We must first define each term and its differences before discussing one of the most hotly contested debates in the recruitment industry: education vs. experience.
Education is applying what you learn from textbooks or instructors to hypothetical situations. When someone is looking for work, their education typically refers to their university degree or other higher education. On the other hand, experience teaches through doing practical activities first hand and immersing oneself in real-world scenarios.
The Advantages of Education
Having recently graduated from high school, you are unlikely to have a significant quantity of relevant experience, which could make it more difficult for you to get employment. If training isn't offered on the job, earning a university degree might be a good choice for you in this situation since it will provide you with specialized knowledge and role-specific abilities that are necessary for some businesses.

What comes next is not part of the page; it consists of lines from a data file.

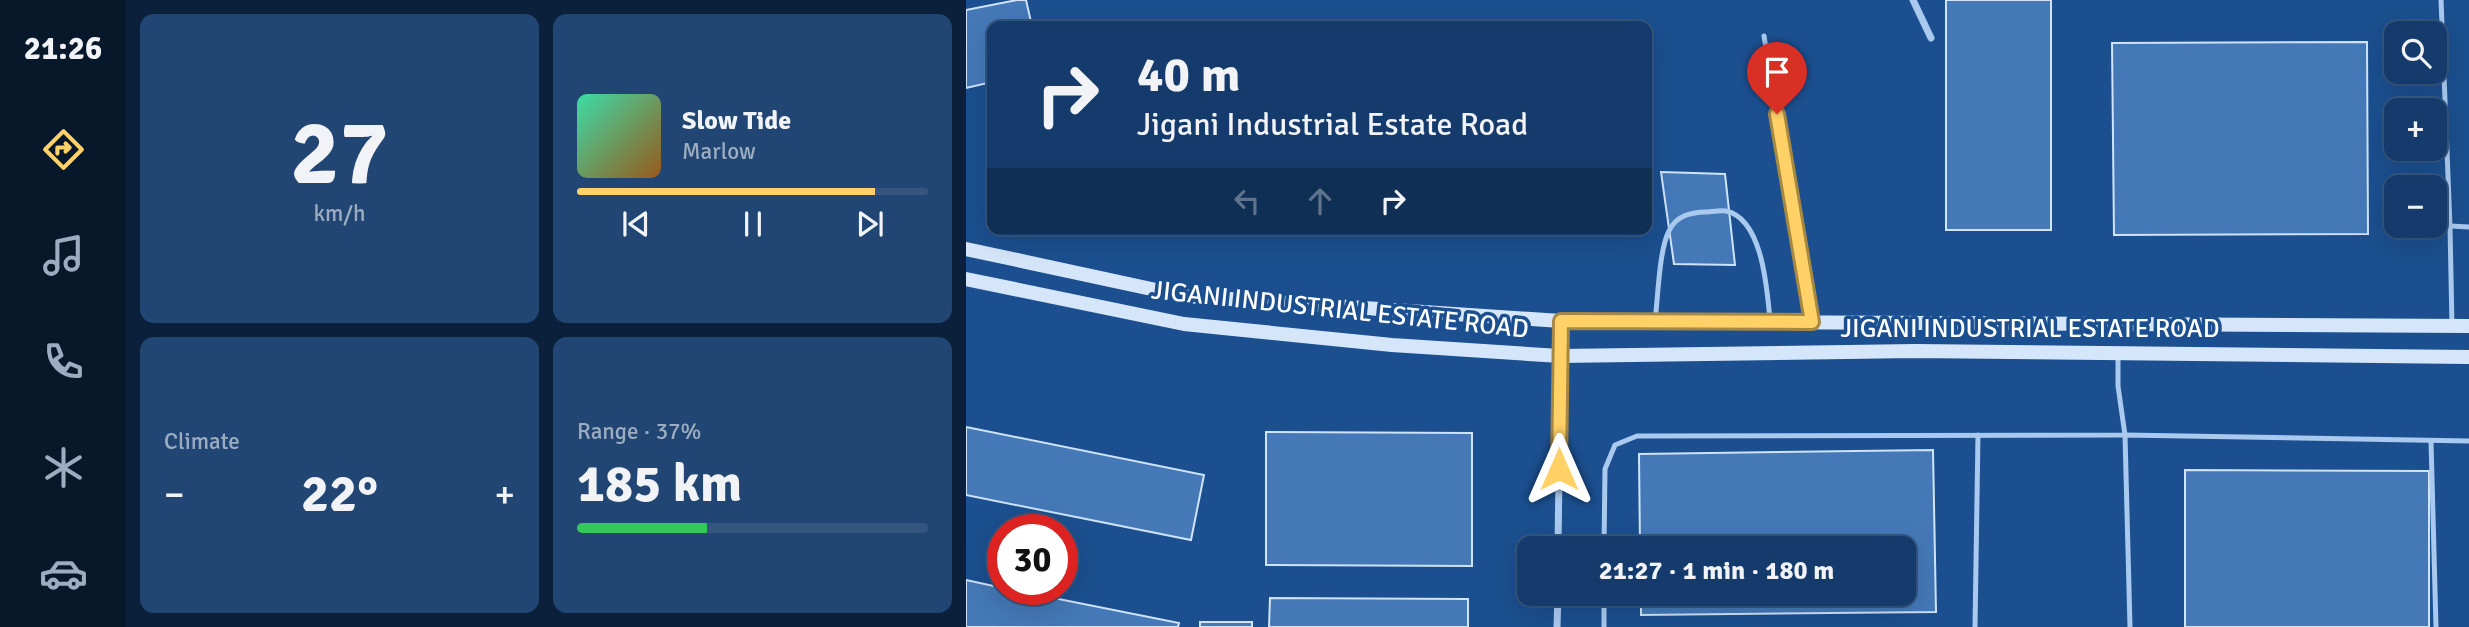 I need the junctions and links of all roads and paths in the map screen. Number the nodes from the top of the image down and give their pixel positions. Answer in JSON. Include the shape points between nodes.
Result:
{"nodes":[{"id":1,"x":1913,"y":0,"type":"edge"},
{"id":2,"x":2441,"y":0,"type":"edge"},
{"id":3,"x":1764,"y":36,"type":"dead end"},
{"id":4,"x":1931,"y":38,"type":"dead end"},
{"id":5,"x":2450,"y":226,"type":"junction"},
{"id":6,"x":2469,"y":227,"type":"edge"},
{"id":7,"x":966,"y":249,"type":"edge"},
{"id":8,"x":966,"y":279,"type":"edge"},
{"id":9,"x":1561,"y":321,"type":"junction"},
{"id":10,"x":1655,"y":321,"type":"junction"},
{"id":11,"x":1770,"y":321,"type":"junction"},
{"id":12,"x":1812,"y":322,"type":"junction"},
{"id":13,"x":2452,"y":326,"type":"junction"},
{"id":14,"x":2469,"y":326,"type":"edge"},
{"id":15,"x":2118,"y":354,"type":"junction"},
{"id":16,"x":1560,"y":356,"type":"junction"},
{"id":17,"x":2469,"y":357,"type":"edge"},
{"id":18,"x":1978,"y":435,"type":"junction"},
{"id":19,"x":2125,"y":435,"type":"junction"},
{"id":20,"x":2431,"y":441,"type":"junction"},
{"id":21,"x":2469,"y":441,"type":"edge"},
{"id":22,"x":1558,"y":536,"type":"edge"},
{"id":23,"x":1604,"y":536,"type":"edge"},
{"id":24,"x":1558,"y":606,"type":"edge"},
{"id":25,"x":1604,"y":606,"type":"edge"},
{"id":26,"x":1557,"y":627,"type":"edge"},
{"id":27,"x":1604,"y":627,"type":"edge"},
{"id":28,"x":1975,"y":627,"type":"edge"},
{"id":29,"x":2130,"y":627,"type":"edge"},
{"id":30,"x":2436,"y":627,"type":"edge"}],
"edges":[{"from":1,"to":4,"type":"street"},
{"from":2,"to":5,"type":"lane"},
{"from":3,"to":12,"type":"lane"},
{"from":5,"to":6,"type":"lane"},
{"from":5,"to":13,"type":"lane"},
{"from":7,"to":9,"type":"main road","name":"JIGANI INDUSTRIAL ESTATE ROAD","via":[[1184,296]]},
{"from":8,"to":16,"type":"main road","name":"JIGANI INDUSTRIAL ESTATE ROAD","via":[[1184,324]]},
{"from":9,"to":10,"type":"main road","name":"JIGANI INDUSTRIAL ESTATE ROAD"},
{"from":9,"to":16,"type":"street"},
{"from":10,"to":11,"type":"main road","name":"JIGANI INDUSTRIAL ESTATE ROAD"},
{"from":10,"to":11,"type":"lane","via":[[1663,247],[1670,228],[1685,214],[1726,211],[1744,222],[1757,245]]},
{"from":11,"to":12,"type":"main road","name":"JIGANI INDUSTRIAL ESTATE ROAD"},
{"from":12,"to":13,"type":"main road","name":"JIGANI INDUSTRIAL ESTATE ROAD"},
{"from":13,"to":14,"type":"main road","name":"JIGANI INDUSTRIAL ESTATE ROAD"},
{"from":15,"to":16,"type":"main road","name":"JIGANI INDUSTRIAL ESTATE ROAD","via":[[1915,351]]},
{"from":15,"to":17,"type":"main road","name":"JIGANI INDUSTRIAL ESTATE ROAD"},
{"from":15,"to":19,"type":"lane"},
{"from":16,"to":22,"type":"street"},
{"from":18,"to":19,"type":"lane"},
{"from":18,"to":23,"type":"lane","via":[[1637,436],[1615,445],[1605,469]]},
{"from":18,"to":28,"type":"lane"},
{"from":19,"to":20,"type":"lane"},
{"from":19,"to":29,"type":"lane"},
{"from":20,"to":21,"type":"lane"},
{"from":20,"to":30,"type":"lane"},
{"from":24,"to":26,"type":"street"},
{"from":25,"to":27,"type":"lane"}]}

While attending university, you can acquire transferable skills, such as research, critical thinking, communication, and presentation abilities, which are essential for your future profession. In a similar vein, a university setting offers ample opportunities to acquire life skills. Students from many backgrounds come together on university campuses, where they can learn to value variety, develop fresh perspectives on the world, and become more independent.
The Importance of Experience
Acquiring significant work experience has numerous advantages that might aid in impressing employers and landing a job.

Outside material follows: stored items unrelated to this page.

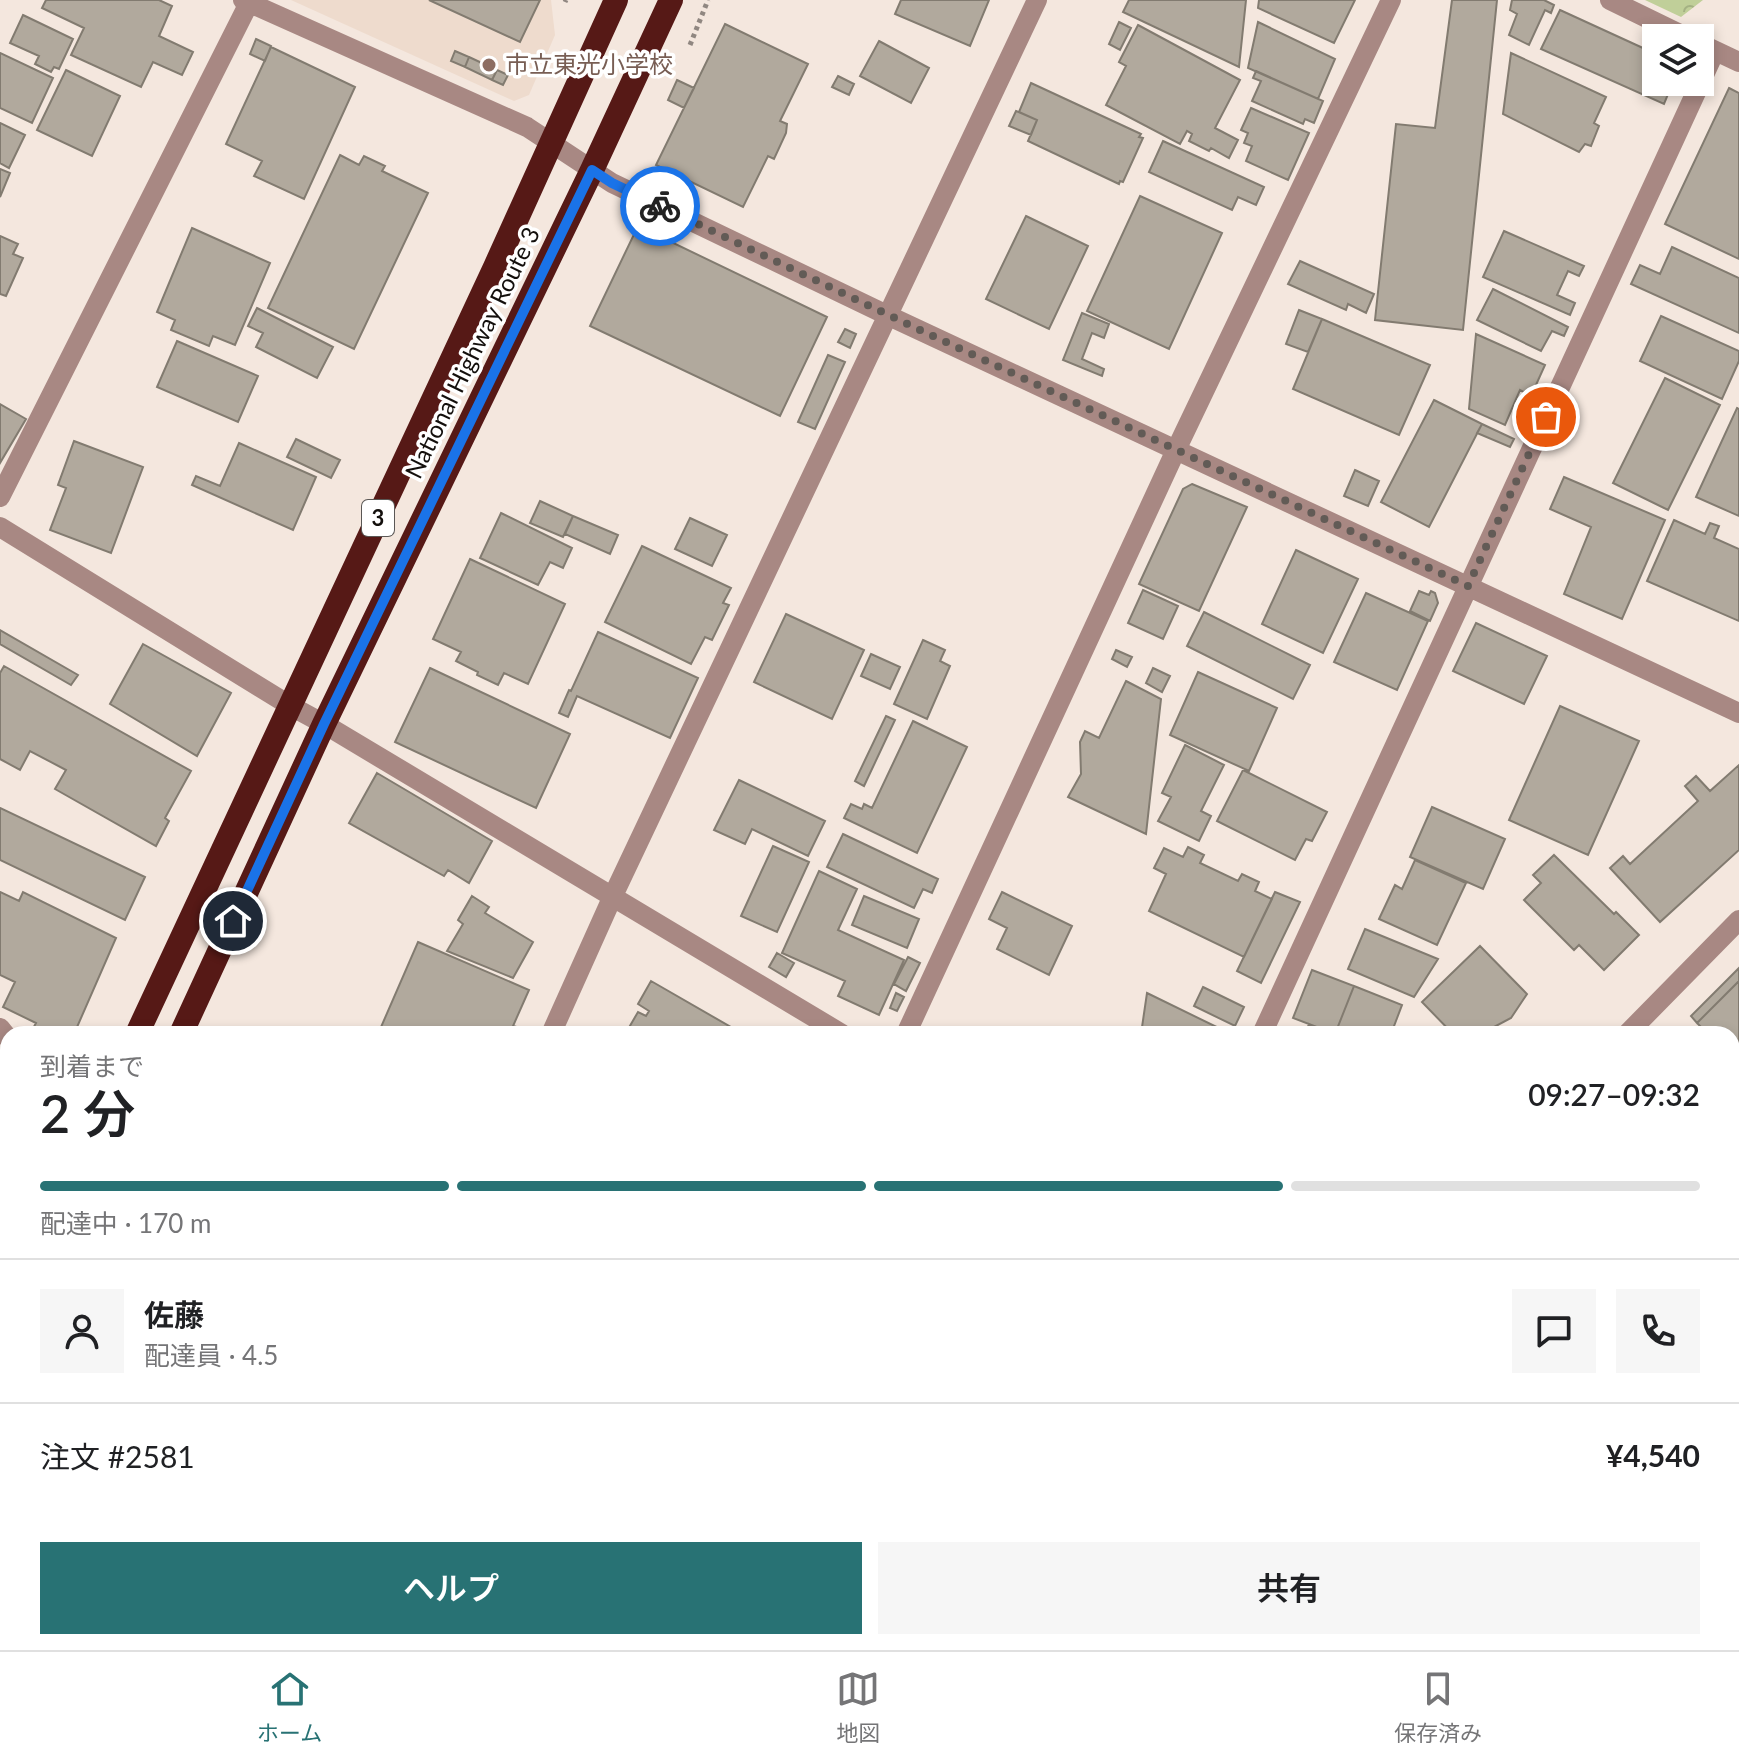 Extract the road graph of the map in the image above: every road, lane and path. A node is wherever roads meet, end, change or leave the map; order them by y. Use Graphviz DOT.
graph roads {
  1 [pos="616,0"];
  2 [pos="671,0"];
  3 [pos="708,0"];
  4 [pos="1037,0"];
  5 [pos="1391,0"];
  6 [pos="1610,0"];
  7 [pos="246,1"];
  8 [pos="1659,24"];
  9 [pos="690,45"];
  10 [pos="1714,50"];
  11 [pos="1739,62"];
  12 [pos="1686,96"];
  13 [pos="550,143"];
  14 [pos="602,176"];
  15 [pos="889,316"];
  16 [pos="1176,450"];
  17 [pos="0,497"];
  18 [pos="0,527"];
  19 [pos="1468,586"];
  20 [pos="289,705"];
  21 [pos="1739,713"];
  22 [pos="324,724"];
  23 [pos="612,898"];
  24 [pos="1739,920"];
  25 [pos="141,1026"];
  26 [pos="185,1026"];
  27 [pos="555,1026"];
  28 [pos="828,1026"];
  29 [pos="910,1026"];
  30 [pos="1266,1026"];
  31 [pos="1635,1026"];
  1 -- 13 [label="highway, National Highway Route 3 / 3"];
  2 -- 14 [label="highway, National Highway Route 3 / 3"];
  3 -- 9 [label="path"];
  4 -- 15 [label="street"];
  5 -- 16 [label="street"];
  6 -- 8 [label="street"];
  7 -- 13 [label="street"];
  7 -- 17 [label="street"];
  10 -- 11 [label="street"];
  12 -- 19 [label="street"];
  13 -- 14 [label="street"];
  13 -- 20 [label="highway, National Highway Route 3 / 3"];
  14 -- 15 [label="street"];
  14 -- 22 [label="highway, National Highway Route 3 / 3"];
  15 -- 16 [label="street"];
  15 -- 23 [label="street"];
  16 -- 19 [label="street"];
  16 -- 29 [label="street"];
  18 -- 20 [label="street"];
  19 -- 21 [label="street"];
  19 -- 30 [label="street"];
  20 -- 22 [label="street"];
  20 -- 25 [label="highway, National Highway Route 3 / 3"];
  22 -- 23 [label="street"];
  22 -- 26 [label="highway, National Highway Route 3 / 3"];
  23 -- 27 [label="street"];
  23 -- 28 [label="street"];
  24 -- 31 [label="street"];
}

Working in a professional setting will allow you to gain both role-specific skills, which will change based on your career, and transferable abilities, like communication, time management, and problem-solving. Research indicates that theoretical knowledge is less profound than practical knowledge, and we are also more likely to remember the information and be able to use it in a larger context.
The best part is that you can choose from various work experience options to discover something that appeals to you and fits your preferred learning method. Work placements, job shadowing, and internships fall under this category. Participating in work experience also enables you to use what you've learned and advance your abilities when combined with a university degree.
Which do companies value more, Education or experience?
Not every university degree is everything to get a Job. Sure, studying at university can teach you much, but textbooks can only teach you certain things, and tests are not a reliable indicator of your skills and potential. You can learn so much more outside of the classroom as well. Similarly, a university degree can give you a foundational understanding, allowing you to expand your knowledge with experience.
Suppose you possess valuable talents from a previous work, an unrelated degree, or extracurricular activities. In that case, you can secure your ideal job even if you don't match every need listed in the job description. It is common for professionals to seek careers unrelated to their field of study.
Fortunately, 58% of top employers prioritise graduates' work experience more than their academic standing. Consider the IT sector as an illustration. Former Google vice president of people operations Laszlo Bock claims that tech companies no longer care about hiring employees from elite colleges and that more and more people joining the technological industry don't have a degree.
1. What are your salary expectations?
You can attempt to sidestep the subject by using a general response like "My salary expectations are in line with my experience and qualifications. "
2. What can give my dream job?
Having experience in the field and solid knowledge of it will help you land the job you want.